1.   Sustainability Performance Indicators

In order to prioritize ‘real’ performance, the monitoring of actual sustainability performance in completed and occupied buildings must be comprehensive, accurate and reliable.  Indicators of sustainability performance must, therefore, be included in all sections of the Proposed New Part 11.

Sustainability Performance Indicators provide important signposts for decision-making and design in many ways.  They can translate physical and social science knowledge into manageable units of information which facilitate the decision-making and design processes.  They can help to measure and calibrate progress towards sustainable development goals, and sectoral sustainability targets.  They can provide an early warning to prevent economic, social and environmental damage and harm.  They are also important tools to communicate ideas, thoughts and values because, as statisticians say: “We measure what we value, and value what we measure”.

Performance Indicators may be both quantitative and qualitative … but must cover all stages of the building process, i.e. project feasibility and performance specification, spatial planning, design, construction, management, operation, maintenance and servicing, de-construction, disposal, final site clean-up and sustainable repair.

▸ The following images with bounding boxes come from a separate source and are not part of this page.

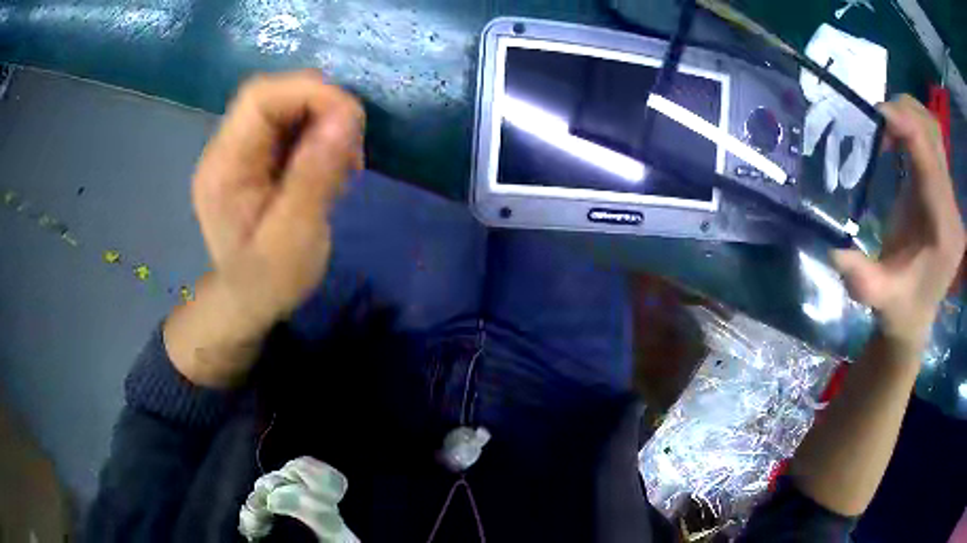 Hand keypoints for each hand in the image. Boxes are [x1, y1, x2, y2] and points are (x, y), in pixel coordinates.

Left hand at [165, 71, 364, 386]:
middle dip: (321, 106)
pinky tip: (330, 165)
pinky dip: (318, 134)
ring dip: (323, 121)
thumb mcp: (295, 237)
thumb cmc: (267, 282)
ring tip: (344, 162)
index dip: (310, 93)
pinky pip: (289, 125)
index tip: (351, 123)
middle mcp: (224, 149)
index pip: (260, 97)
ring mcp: (238, 151)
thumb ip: (315, 175)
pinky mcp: (254, 157)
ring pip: (285, 106)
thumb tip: (346, 115)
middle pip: (273, 95)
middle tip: (352, 147)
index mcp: (223, 167)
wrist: (247, 305)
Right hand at [832, 95, 964, 356]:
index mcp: (944, 231)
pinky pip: (928, 138)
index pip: (931, 161)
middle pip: (933, 133)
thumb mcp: (880, 303)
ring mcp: (947, 195)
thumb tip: (835, 251)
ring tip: (882, 129)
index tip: (875, 115)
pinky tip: (893, 139)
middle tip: (874, 123)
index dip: (907, 128)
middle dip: (904, 113)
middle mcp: (950, 207)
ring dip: (907, 115)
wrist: (915, 316)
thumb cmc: (901, 311)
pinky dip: (910, 126)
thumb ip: (863, 281)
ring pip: (932, 129)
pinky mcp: (939, 187)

While many, though not all, types of building performance can be successfully monitored using lightweight portable equipment … a certain number of monitoring devices must also be permanently installed in the building during construction.  A facility to reliably feed the output from these devices back to data collection points, on site and remote, must also be incorporated in the Building’s Intelligent Management System.

Management and collation of sustainability performance data must be reliable.  Uncertainty is always present.  Therefore, Statements of Uncertainty should always be attached to ‘reliable’ data.

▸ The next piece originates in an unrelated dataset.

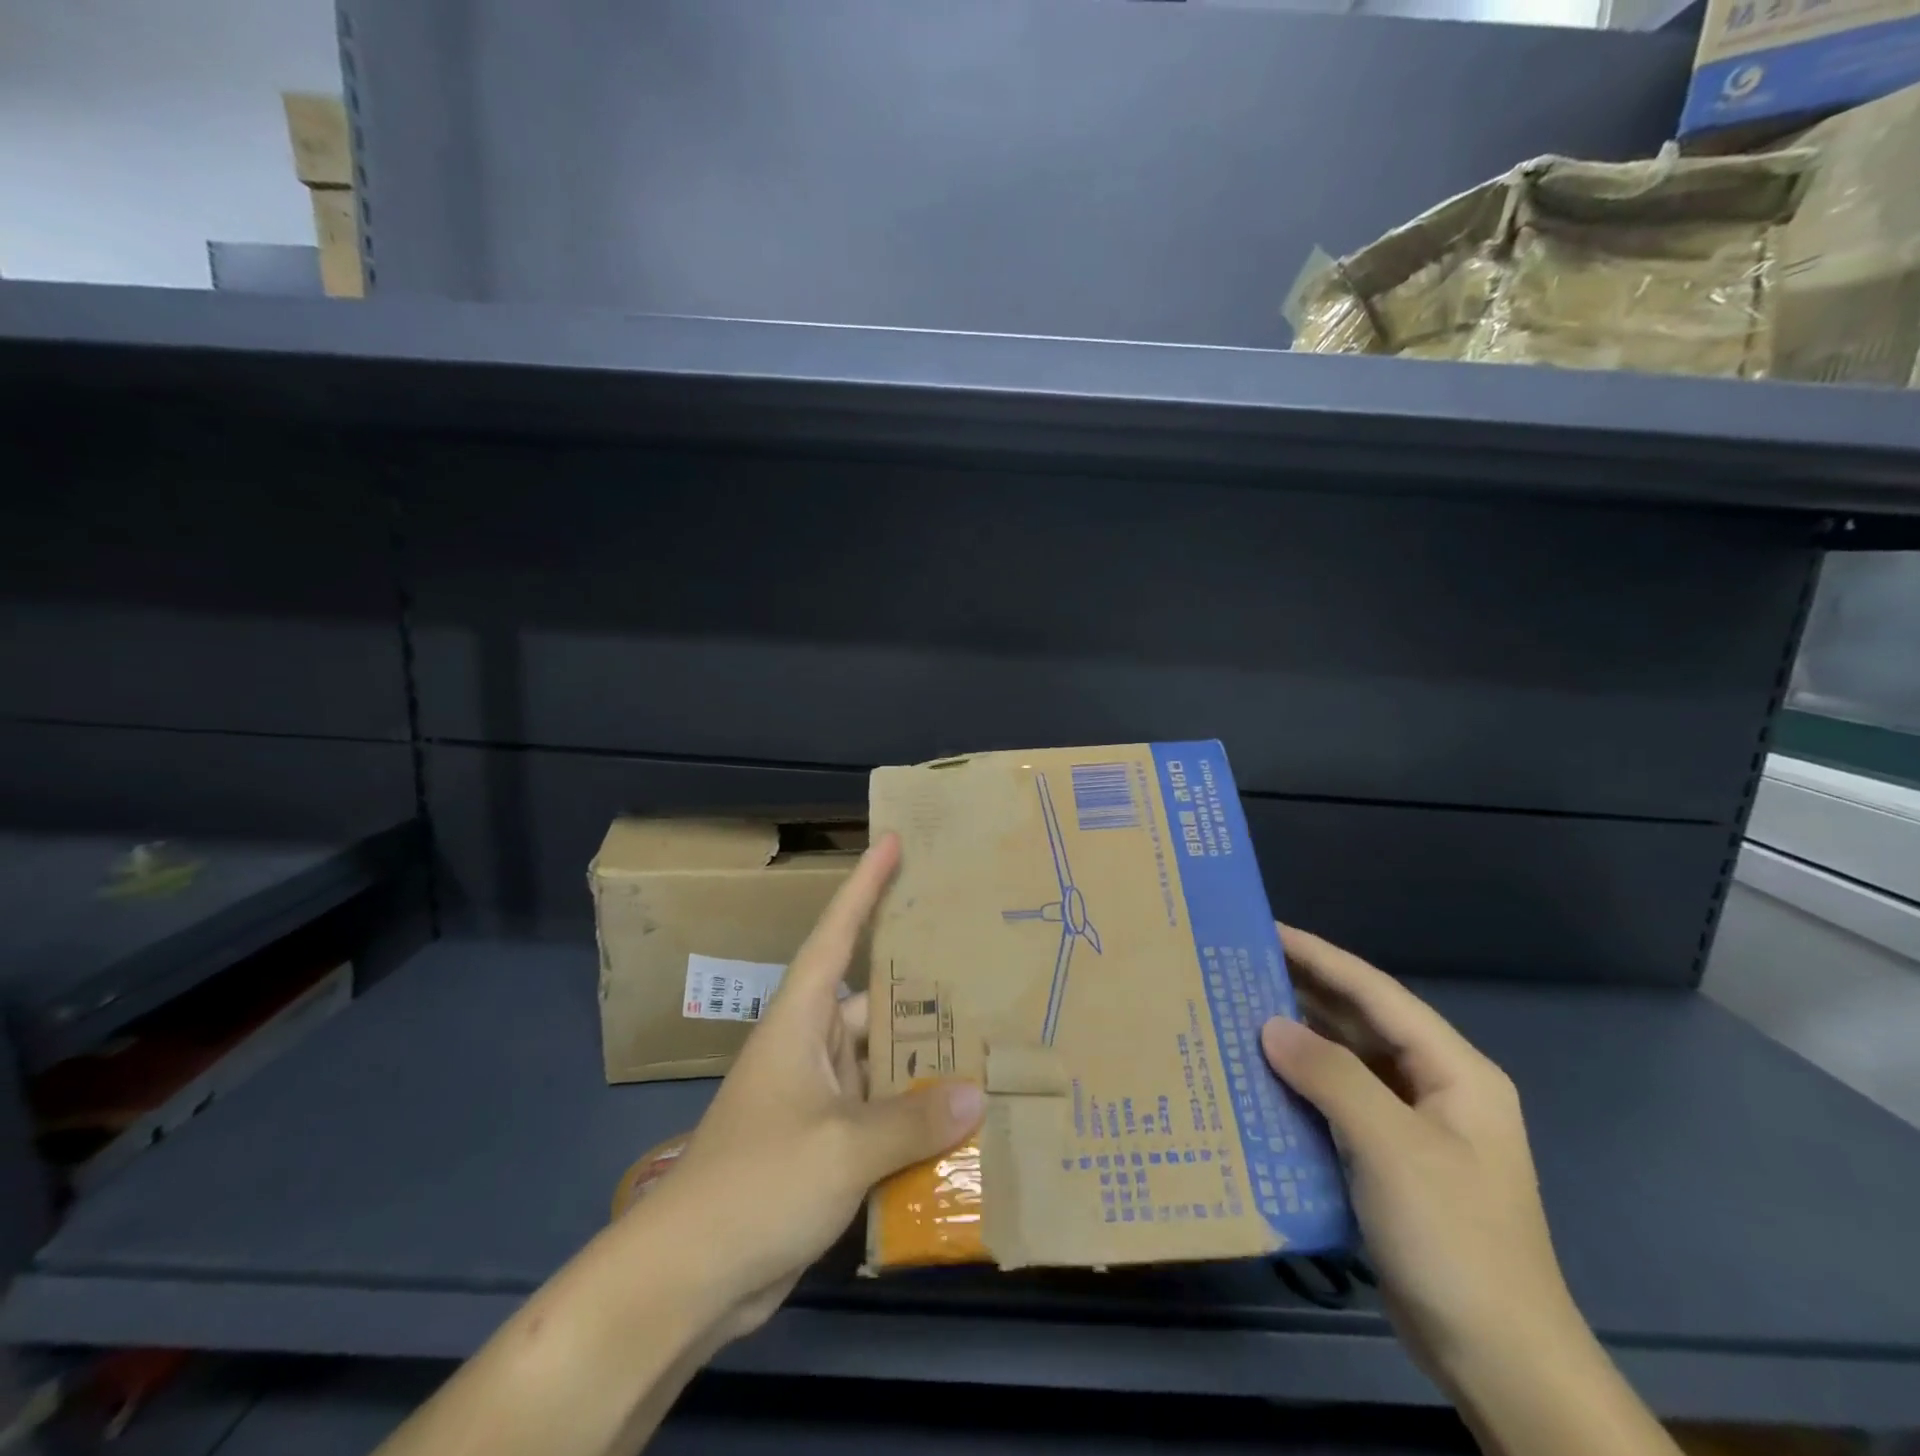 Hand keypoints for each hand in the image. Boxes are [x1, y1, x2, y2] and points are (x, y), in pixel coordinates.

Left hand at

Safety Factors should always be included when targeting critical ‘health and safety’ related types of performance.

Sustainability Performance Indicators must be directly comparable across different Global Regions … within Asia, across different countries … and within India, across different States.  A Balanced, Harmonized Core Set of Indian Performance Indicators should be quickly developed.  A Balanced ‘Local’ Set of Performance Indicators will always be necessary.

People tasked with monitoring sustainable building performance must be competent … and independent, i.e. be unconnected to client, design and construction organizations.

Specifically in relation to Energy Performance, the targets to be achieved in new buildings must be far more ambitious.  Please review the attached  SDI Document: ‘SEED Positive Energy Buildings’ (PDF File, 29 Kb) .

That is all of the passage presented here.